» **What is expected**: Each word in the data below should be copied exactly; the images should not.
Start of Records shown
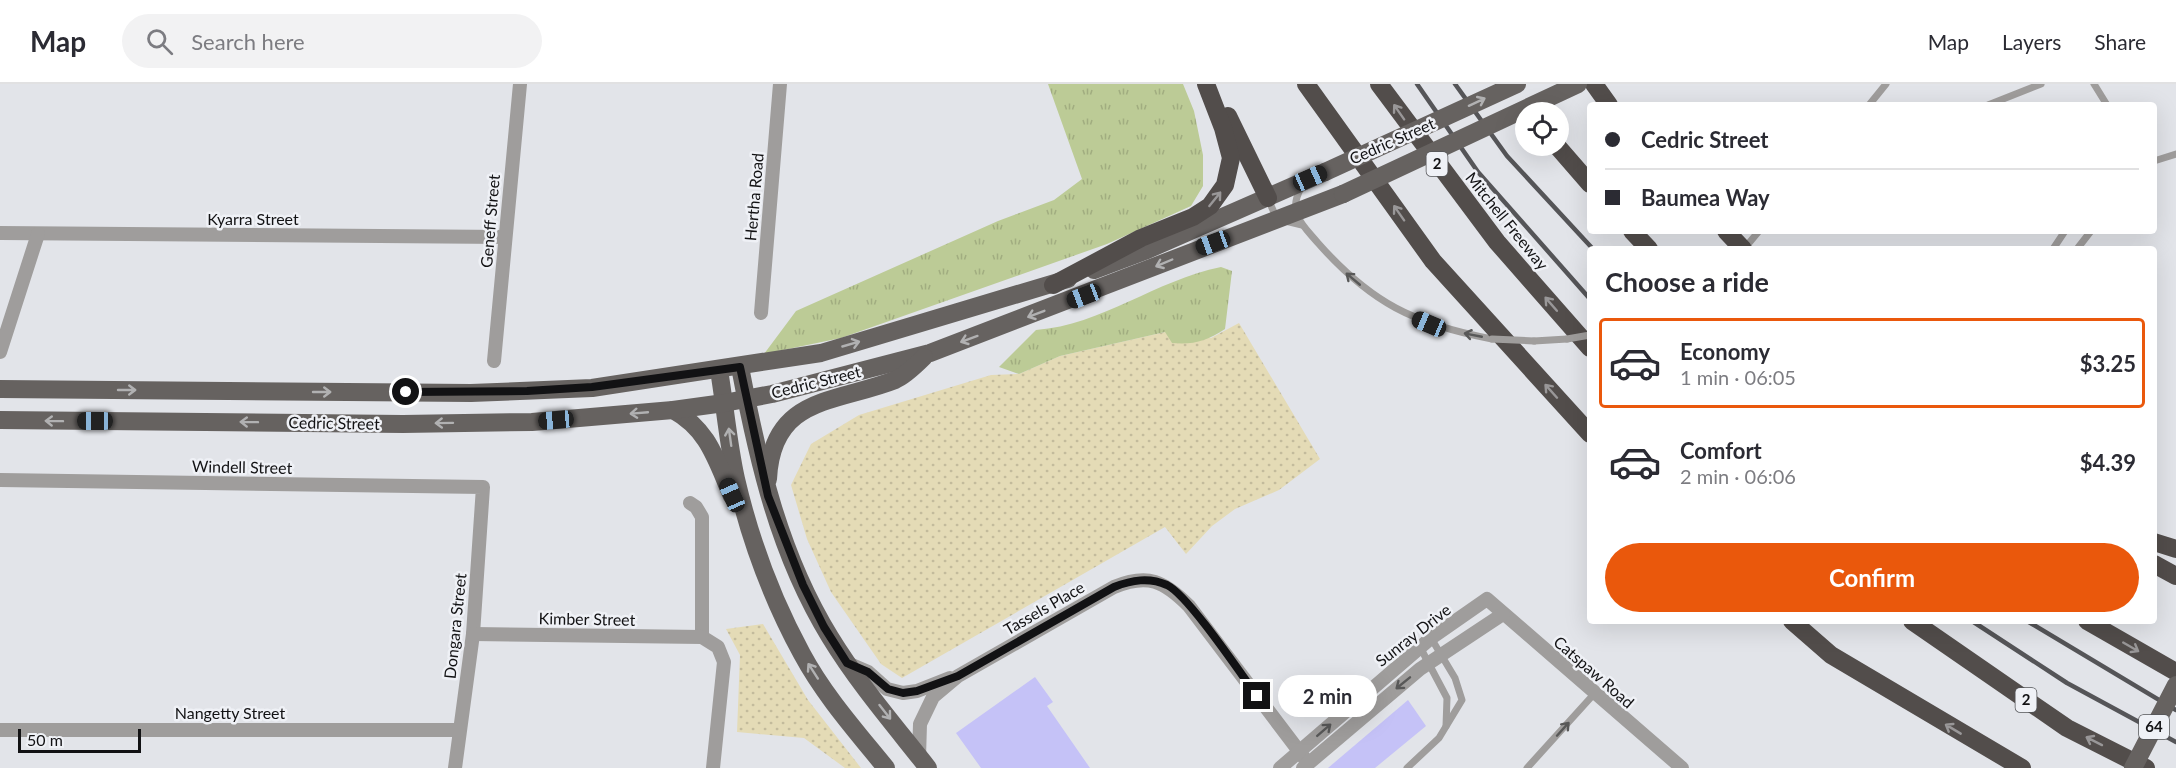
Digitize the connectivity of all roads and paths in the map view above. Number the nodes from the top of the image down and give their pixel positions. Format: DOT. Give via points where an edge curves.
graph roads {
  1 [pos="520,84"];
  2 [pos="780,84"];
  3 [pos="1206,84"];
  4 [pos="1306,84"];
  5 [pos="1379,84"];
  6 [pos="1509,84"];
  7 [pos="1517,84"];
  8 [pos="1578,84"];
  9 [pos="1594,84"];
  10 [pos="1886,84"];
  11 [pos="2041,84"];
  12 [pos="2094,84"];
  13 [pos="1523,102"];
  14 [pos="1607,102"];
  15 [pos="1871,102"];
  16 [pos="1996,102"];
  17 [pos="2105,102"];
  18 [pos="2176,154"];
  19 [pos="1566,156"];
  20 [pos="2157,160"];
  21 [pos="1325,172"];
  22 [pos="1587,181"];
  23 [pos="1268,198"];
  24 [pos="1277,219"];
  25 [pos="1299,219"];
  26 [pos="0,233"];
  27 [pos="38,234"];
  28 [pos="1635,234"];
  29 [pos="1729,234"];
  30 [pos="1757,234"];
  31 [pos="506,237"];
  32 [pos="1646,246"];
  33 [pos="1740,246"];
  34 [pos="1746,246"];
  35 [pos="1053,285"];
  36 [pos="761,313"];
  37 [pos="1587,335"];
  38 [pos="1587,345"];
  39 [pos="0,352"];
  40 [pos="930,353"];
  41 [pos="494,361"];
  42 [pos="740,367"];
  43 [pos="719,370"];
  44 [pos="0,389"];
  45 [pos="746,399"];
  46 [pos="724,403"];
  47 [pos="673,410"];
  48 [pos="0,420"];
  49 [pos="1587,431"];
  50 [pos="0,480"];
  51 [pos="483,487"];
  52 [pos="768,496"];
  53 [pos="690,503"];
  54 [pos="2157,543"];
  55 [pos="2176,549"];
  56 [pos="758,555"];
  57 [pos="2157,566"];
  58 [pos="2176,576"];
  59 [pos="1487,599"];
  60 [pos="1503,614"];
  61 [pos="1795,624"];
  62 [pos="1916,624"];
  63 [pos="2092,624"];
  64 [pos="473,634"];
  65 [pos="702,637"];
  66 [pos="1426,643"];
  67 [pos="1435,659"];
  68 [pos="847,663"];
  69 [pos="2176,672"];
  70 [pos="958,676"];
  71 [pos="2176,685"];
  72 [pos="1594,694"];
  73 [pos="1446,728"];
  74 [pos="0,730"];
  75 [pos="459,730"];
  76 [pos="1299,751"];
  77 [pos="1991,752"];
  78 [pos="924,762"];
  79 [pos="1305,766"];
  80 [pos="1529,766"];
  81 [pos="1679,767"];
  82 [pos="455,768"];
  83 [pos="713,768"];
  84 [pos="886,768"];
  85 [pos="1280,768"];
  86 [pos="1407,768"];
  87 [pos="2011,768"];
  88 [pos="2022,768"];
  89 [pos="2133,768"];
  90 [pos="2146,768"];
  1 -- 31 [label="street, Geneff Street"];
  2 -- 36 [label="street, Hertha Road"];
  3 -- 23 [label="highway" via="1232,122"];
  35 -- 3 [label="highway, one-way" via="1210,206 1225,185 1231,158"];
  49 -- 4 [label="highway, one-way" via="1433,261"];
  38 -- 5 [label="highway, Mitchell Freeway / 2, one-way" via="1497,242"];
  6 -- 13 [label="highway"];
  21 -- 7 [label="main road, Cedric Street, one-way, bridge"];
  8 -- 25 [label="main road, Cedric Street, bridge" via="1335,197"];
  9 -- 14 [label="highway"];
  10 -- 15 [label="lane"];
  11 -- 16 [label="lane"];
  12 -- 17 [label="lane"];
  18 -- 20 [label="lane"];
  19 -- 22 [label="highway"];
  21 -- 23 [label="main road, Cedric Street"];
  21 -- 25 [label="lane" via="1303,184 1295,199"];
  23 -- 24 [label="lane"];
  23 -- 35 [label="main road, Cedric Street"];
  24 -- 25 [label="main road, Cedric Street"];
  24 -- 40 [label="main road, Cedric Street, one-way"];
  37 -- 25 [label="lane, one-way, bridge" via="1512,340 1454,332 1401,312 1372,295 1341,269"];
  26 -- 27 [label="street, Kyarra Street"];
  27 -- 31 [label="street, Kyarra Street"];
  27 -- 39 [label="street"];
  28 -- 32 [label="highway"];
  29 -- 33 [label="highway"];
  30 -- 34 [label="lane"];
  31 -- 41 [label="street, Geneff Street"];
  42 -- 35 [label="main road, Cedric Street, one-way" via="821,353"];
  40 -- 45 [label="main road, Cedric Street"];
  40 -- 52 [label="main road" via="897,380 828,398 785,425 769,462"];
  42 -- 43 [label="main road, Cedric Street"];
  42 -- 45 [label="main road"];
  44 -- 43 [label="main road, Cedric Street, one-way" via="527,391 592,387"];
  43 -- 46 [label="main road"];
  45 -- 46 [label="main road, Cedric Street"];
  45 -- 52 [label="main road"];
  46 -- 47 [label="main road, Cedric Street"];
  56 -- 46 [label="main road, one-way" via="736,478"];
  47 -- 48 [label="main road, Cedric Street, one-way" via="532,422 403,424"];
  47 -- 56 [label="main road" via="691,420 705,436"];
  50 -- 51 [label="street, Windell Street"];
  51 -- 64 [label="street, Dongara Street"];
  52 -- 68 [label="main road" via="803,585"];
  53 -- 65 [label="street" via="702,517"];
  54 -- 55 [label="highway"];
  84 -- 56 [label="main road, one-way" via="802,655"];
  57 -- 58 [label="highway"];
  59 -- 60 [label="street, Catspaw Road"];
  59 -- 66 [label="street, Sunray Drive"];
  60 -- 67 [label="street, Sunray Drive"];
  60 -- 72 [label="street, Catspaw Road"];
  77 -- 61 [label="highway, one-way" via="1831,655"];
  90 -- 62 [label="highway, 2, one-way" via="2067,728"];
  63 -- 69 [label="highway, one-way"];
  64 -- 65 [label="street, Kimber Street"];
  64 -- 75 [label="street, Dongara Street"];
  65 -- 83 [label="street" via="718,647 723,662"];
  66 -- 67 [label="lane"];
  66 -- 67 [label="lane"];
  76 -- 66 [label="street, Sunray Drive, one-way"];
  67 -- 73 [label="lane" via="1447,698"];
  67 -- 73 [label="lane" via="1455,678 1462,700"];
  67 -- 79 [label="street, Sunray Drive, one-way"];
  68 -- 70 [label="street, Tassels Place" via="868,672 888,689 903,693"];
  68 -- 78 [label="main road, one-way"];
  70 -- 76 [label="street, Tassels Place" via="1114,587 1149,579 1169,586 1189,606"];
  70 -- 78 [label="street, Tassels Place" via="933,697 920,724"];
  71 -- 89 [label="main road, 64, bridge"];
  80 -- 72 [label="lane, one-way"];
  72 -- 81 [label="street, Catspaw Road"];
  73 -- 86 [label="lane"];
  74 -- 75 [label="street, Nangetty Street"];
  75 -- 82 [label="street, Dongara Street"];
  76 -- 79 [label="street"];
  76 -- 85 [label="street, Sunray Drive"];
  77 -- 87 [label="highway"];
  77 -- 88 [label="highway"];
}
End of Records shown
» **Task output**:
Digitize the connectivity of all roads and paths in the map view above. Number the nodes from the top of the image down and give their pixel positions. Format: DOT. Give via points where an edge curves.
graph roads {
  1 [pos="520,84"];
  2 [pos="780,84"];
  3 [pos="1206,84"];
  4 [pos="1306,84"];
  5 [pos="1379,84"];
  6 [pos="1509,84"];
  7 [pos="1517,84"];
  8 [pos="1578,84"];
  9 [pos="1594,84"];
  10 [pos="1886,84"];
  11 [pos="2041,84"];
  12 [pos="2094,84"];
  13 [pos="1523,102"];
  14 [pos="1607,102"];
  15 [pos="1871,102"];
  16 [pos="1996,102"];
  17 [pos="2105,102"];
  18 [pos="2176,154"];
  19 [pos="1566,156"];
  20 [pos="2157,160"];
  21 [pos="1325,172"];
  22 [pos="1587,181"];
  23 [pos="1268,198"];
  24 [pos="1277,219"];
  25 [pos="1299,219"];
  26 [pos="0,233"];
  27 [pos="38,234"];
  28 [pos="1635,234"];
  29 [pos="1729,234"];
  30 [pos="1757,234"];
  31 [pos="506,237"];
  32 [pos="1646,246"];
  33 [pos="1740,246"];
  34 [pos="1746,246"];
  35 [pos="1053,285"];
  36 [pos="761,313"];
  37 [pos="1587,335"];
  38 [pos="1587,345"];
  39 [pos="0,352"];
  40 [pos="930,353"];
  41 [pos="494,361"];
  42 [pos="740,367"];
  43 [pos="719,370"];
  44 [pos="0,389"];
  45 [pos="746,399"];
  46 [pos="724,403"];
  47 [pos="673,410"];
  48 [pos="0,420"];
  49 [pos="1587,431"];
  50 [pos="0,480"];
  51 [pos="483,487"];
  52 [pos="768,496"];
  53 [pos="690,503"];
  54 [pos="2157,543"];
  55 [pos="2176,549"];
  56 [pos="758,555"];
  57 [pos="2157,566"];
  58 [pos="2176,576"];
  59 [pos="1487,599"];
  60 [pos="1503,614"];
  61 [pos="1795,624"];
  62 [pos="1916,624"];
  63 [pos="2092,624"];
  64 [pos="473,634"];
  65 [pos="702,637"];
  66 [pos="1426,643"];
  67 [pos="1435,659"];
  68 [pos="847,663"];
  69 [pos="2176,672"];
  70 [pos="958,676"];
  71 [pos="2176,685"];
  72 [pos="1594,694"];
  73 [pos="1446,728"];
  74 [pos="0,730"];
  75 [pos="459,730"];
  76 [pos="1299,751"];
  77 [pos="1991,752"];
  78 [pos="924,762"];
  79 [pos="1305,766"];
  80 [pos="1529,766"];
  81 [pos="1679,767"];
  82 [pos="455,768"];
  83 [pos="713,768"];
  84 [pos="886,768"];
  85 [pos="1280,768"];
  86 [pos="1407,768"];
  87 [pos="2011,768"];
  88 [pos="2022,768"];
  89 [pos="2133,768"];
  90 [pos="2146,768"];
  1 -- 31 [label="street, Geneff Street"];
  2 -- 36 [label="street, Hertha Road"];
  3 -- 23 [label="highway" via="1232,122"];
  35 -- 3 [label="highway, one-way" via="1210,206 1225,185 1231,158"];
  49 -- 4 [label="highway, one-way" via="1433,261"];
  38 -- 5 [label="highway, Mitchell Freeway / 2, one-way" via="1497,242"];
  6 -- 13 [label="highway"];
  21 -- 7 [label="main road, Cedric Street, one-way, bridge"];
  8 -- 25 [label="main road, Cedric Street, bridge" via="1335,197"];
  9 -- 14 [label="highway"];
  10 -- 15 [label="lane"];
  11 -- 16 [label="lane"];
  12 -- 17 [label="lane"];
  18 -- 20 [label="lane"];
  19 -- 22 [label="highway"];
  21 -- 23 [label="main road, Cedric Street"];
  21 -- 25 [label="lane" via="1303,184 1295,199"];
  23 -- 24 [label="lane"];
  23 -- 35 [label="main road, Cedric Street"];
  24 -- 25 [label="main road, Cedric Street"];
  24 -- 40 [label="main road, Cedric Street, one-way"];
  37 -- 25 [label="lane, one-way, bridge" via="1512,340 1454,332 1401,312 1372,295 1341,269"];
  26 -- 27 [label="street, Kyarra Street"];
  27 -- 31 [label="street, Kyarra Street"];
  27 -- 39 [label="street"];
  28 -- 32 [label="highway"];
  29 -- 33 [label="highway"];
  30 -- 34 [label="lane"];
  31 -- 41 [label="street, Geneff Street"];
  42 -- 35 [label="main road, Cedric Street, one-way" via="821,353"];
  40 -- 45 [label="main road, Cedric Street"];
  40 -- 52 [label="main road" via="897,380 828,398 785,425 769,462"];
  42 -- 43 [label="main road, Cedric Street"];
  42 -- 45 [label="main road"];
  44 -- 43 [label="main road, Cedric Street, one-way" via="527,391 592,387"];
  43 -- 46 [label="main road"];
  45 -- 46 [label="main road, Cedric Street"];
  45 -- 52 [label="main road"];
  46 -- 47 [label="main road, Cedric Street"];
  56 -- 46 [label="main road, one-way" via="736,478"];
  47 -- 48 [label="main road, Cedric Street, one-way" via="532,422 403,424"];
  47 -- 56 [label="main road" via="691,420 705,436"];
  50 -- 51 [label="street, Windell Street"];
  51 -- 64 [label="street, Dongara Street"];
  52 -- 68 [label="main road" via="803,585"];
  53 -- 65 [label="street" via="702,517"];
  54 -- 55 [label="highway"];
  84 -- 56 [label="main road, one-way" via="802,655"];
  57 -- 58 [label="highway"];
  59 -- 60 [label="street, Catspaw Road"];
  59 -- 66 [label="street, Sunray Drive"];
  60 -- 67 [label="street, Sunray Drive"];
  60 -- 72 [label="street, Catspaw Road"];
  77 -- 61 [label="highway, one-way" via="1831,655"];
  90 -- 62 [label="highway, 2, one-way" via="2067,728"];
  63 -- 69 [label="highway, one-way"];
  64 -- 65 [label="street, Kimber Street"];
  64 -- 75 [label="street, Dongara Street"];
  65 -- 83 [label="street" via="718,647 723,662"];
  66 -- 67 [label="lane"];
  66 -- 67 [label="lane"];
  76 -- 66 [label="street, Sunray Drive, one-way"];
  67 -- 73 [label="lane" via="1447,698"];
  67 -- 73 [label="lane" via="1455,678 1462,700"];
  67 -- 79 [label="street, Sunray Drive, one-way"];
  68 -- 70 [label="street, Tassels Place" via="868,672 888,689 903,693"];
  68 -- 78 [label="main road, one-way"];
  70 -- 76 [label="street, Tassels Place" via="1114,587 1149,579 1169,586 1189,606"];
  70 -- 78 [label="street, Tassels Place" via="933,697 920,724"];
  71 -- 89 [label="main road, 64, bridge"];
  80 -- 72 [label="lane, one-way"];
  72 -- 81 [label="street, Catspaw Road"];
  73 -- 86 [label="lane"];
  74 -- 75 [label="street, Nangetty Street"];
  75 -- 82 [label="street, Dongara Street"];
  76 -- 79 [label="street"];
  76 -- 85 [label="street, Sunray Drive"];
  77 -- 87 [label="highway"];
  77 -- 88 [label="highway"];
}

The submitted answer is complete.